第三章 畑を耕し本領発揮
第17話 担当発表
『重要事項の伝達あり、明日午後三時に講堂へ集まること』
(読める……!)
雨蘭は紙に書かれた文字を見て、感動に震えた。
勉強の成果が感じられる瞬間の喜びを、初めて知ったのだ。もっと頑張ろうという意欲が自然と湧いてくる。
明のお陰で夜の睡眠時間を大幅に削ることなく勉強できるようになったので、現在は肉体、精神、共に健全だ。
候補者たちからの嫌がらせが続いていること以外は、再び安定を取り戻したように思えた。
嫌がらせといっても掃除道具を隠されたり、嫌味を言われたり、と悪戯程度のものなので、雨蘭は大して気にしていない。
指定の通り、講堂へと赴く。ここへ来た日に集められた建物だ。
他の候補者たちは皆、梁に会えると思ってか気合の入った服装をしている。
ひそひそ雨蘭を嘲る声が聞こえたが、官服を着た男が部屋へ入ってくると、彼女らは姿勢を正して淑女に変身する。

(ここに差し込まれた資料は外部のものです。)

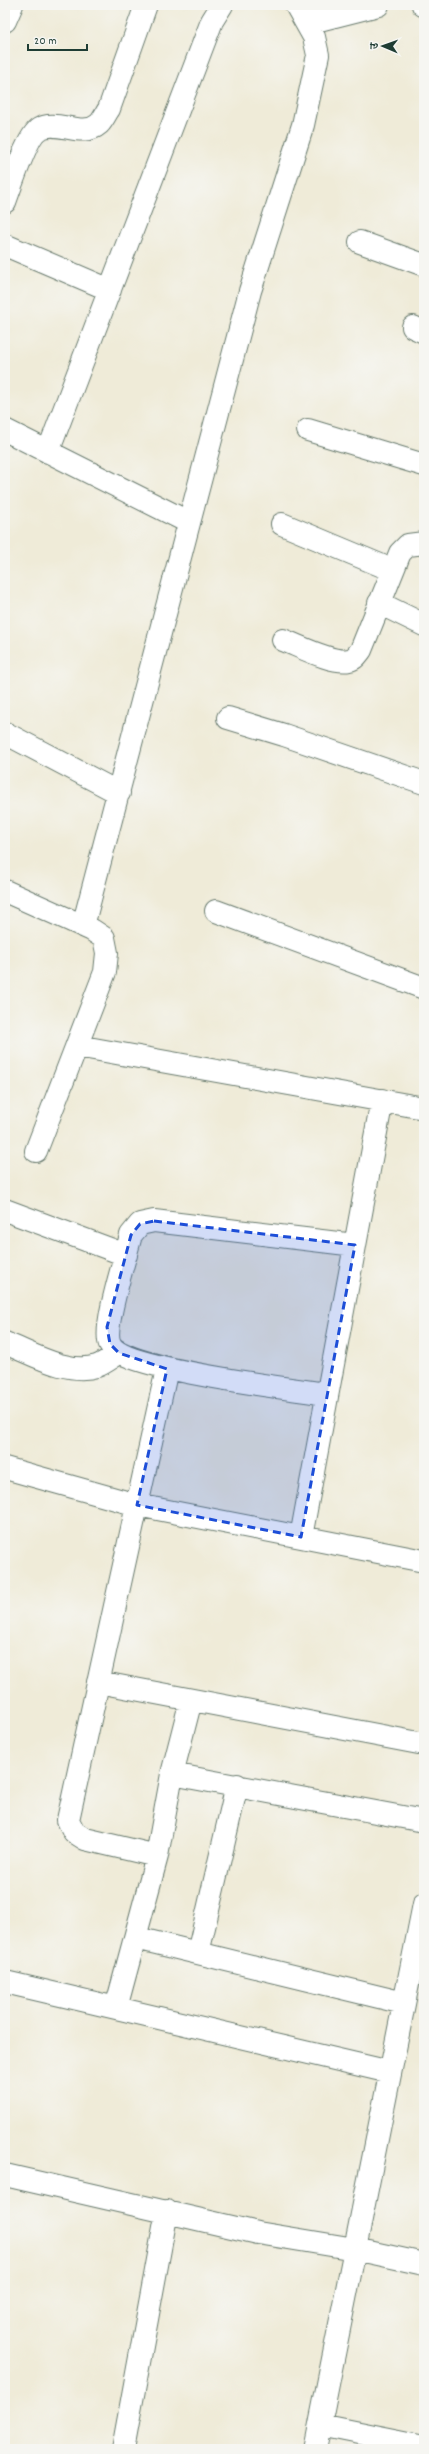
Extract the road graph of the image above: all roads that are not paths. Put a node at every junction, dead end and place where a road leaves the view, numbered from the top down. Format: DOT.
graph roads {
  1 [pos="12,5"];
  2 [pos="146,5"];
  3 [pos="222,5"];
  4 [pos="378,5"];
  5 [pos="344,9"];
  6 [pos="302,14"];
  7 [pos="5,21"];
  8 [pos="5,202"];
  9 [pos="360,242"];
  10 [pos="5,245"];
  11 [pos="424,265"];
  12 [pos="110,290"];
  13 [pos="5,430"];
  14 [pos="308,430"];
  15 [pos="48,452"];
  16 [pos="424,465"];
  17 [pos="188,522"];
  18 [pos="282,524"];
  19 [pos="424,543"];
  20 [pos="392,570"];
  21 [pos="379,603"];
  22 [pos="424,625"];
  23 [pos="283,640"];
  24 [pos="228,718"];
  25 [pos="5,733"];
  26 [pos="424,783"];
  27 [pos="119,793"];
  28 [pos="5,891"];
  29 [pos="216,911"];
  30 [pos="83,926"];
  31 [pos="424,988"];
  32 [pos="76,1046"];
  33 [pos="382,1100"];
  34 [pos="424,1108"];
  35 [pos="36,1151"];
  36 [pos="5,1210"];
  37 [pos="355,1245"];
  38 [pos="126,1255"];
  39 [pos="5,1343"];
  40 [pos="119,1353"];
  41 [pos="167,1369"];
  42 [pos="327,1394"];
  43 [pos="5,1468"];
  44 [pos="137,1505"];
  45 [pos="301,1536"];
  46 [pos="424,1560"];
  47 [pos="98,1682"];
  48 [pos="191,1700"];
  49 [pos="424,1744"];
  50 [pos="172,1774"];
  51 [pos="236,1785"];
  52 [pos="424,1821"];
  53 [pos="156,1856"];
  54 [pos="424,1904"];
  55 [pos="136,1938"];
  56 [pos="198,1953"];
  57 [pos="5,1982"];
  58 [pos="404,2003"];
  59 [pos="116,2008"];
  60 [pos="390,2072"];
  61 [pos="5,2175"];
  62 [pos="167,2211"];
  63 [pos="355,2249"];
  64 [pos="424,2264"];
  65 [pos="320,2425"];
  66 [pos="424,2446"];
  67 [pos="123,2449"];
  68 [pos="315,2449"];
  1 -- 7 [label="street"];
  2 -- 8 [label="street"];
  3 -- 12 [label="street"];
  4 -- 5 [label="street"];
  5 -- 6 [label="street"];
  6 -- 17 [label="street"];
  9 -- 11 [label="street"];
  10 -- 12 [label="street"];
  12 -- 15 [label="street"];
  13 -- 15 [label="street"];
  14 -- 16 [label="street"];
  15 -- 17 [label="street"];
  17 -- 27 [label="street"];
  18 -- 20 [label="street"];
  19 -- 20 [label="street"];
  20 -- 21 [label="street"];
  21 -- 22 [label="street"];
  21 -- 23 [label="street"];
  24 -- 26 [label="street"];
  25 -- 27 [label="street"];
  27 -- 30 [label="street"];
  28 -- 30 [label="street"];
  29 -- 31 [label="street"];
  30 -- 32 [label="street"];
  32 -- 33 [label="street"];
  32 -- 35 [label="street"];
  33 -- 34 [label="street"];
  33 -- 37 [label="street"];
  36 -- 38 [label="street"];
  37 -- 38 [label="street"];
  37 -- 42 [label="street"];
  38 -- 40 [label="street"];
  39 -- 40 [label="street"];
  40 -- 41 [label="street"];
  41 -- 42 [label="street"];
  41 -- 44 [label="street"];
  42 -- 45 [label="street"];
  43 -- 44 [label="street"];
  44 -- 45 [label="street"];
  44 -- 47 [label="street"];
  45 -- 46 [label="street"];
  47 -- 48 [label="street"];
  47 -- 53 [label="street"];
  48 -- 49 [label="street"];
  48 -- 50 [label="street"];
  50 -- 51 [label="street"];
  50 -- 53 [label="street"];
  51 -- 52 [label="street"];
  51 -- 56 [label="street"];
  53 -- 55 [label="street"];
  54 -- 58 [label="street"];
  55 -- 56 [label="street"];
  55 -- 59 [label="street"];
  56 -- 58 [label="street"];
  57 -- 59 [label="street"];
  58 -- 60 [label="street"];
  59 -- 60 [label="street"];
  60 -- 63 [label="street"];
  61 -- 62 [label="street"];
  62 -- 63 [label="street"];
  62 -- 67 [label="street"];
  63 -- 64 [label="street"];
  63 -- 65 [label="street"];
  65 -- 66 [label="street"];
  65 -- 68 [label="street"];
}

男が意中の人物でなく明だということに気づくと、明らかな落胆を顔に浮かべるから面白い。
「恵徳帝の訪問日程が決まった。まだ先の話だが、ここにいる者たちには準備や、当日の対応を手伝ってもらうことになる」
明は前に立ち、一人で話し始めた。どうやら梁は参加しないらしい。そのことが分かると、淑女たちの体から徐々に力が抜けていく。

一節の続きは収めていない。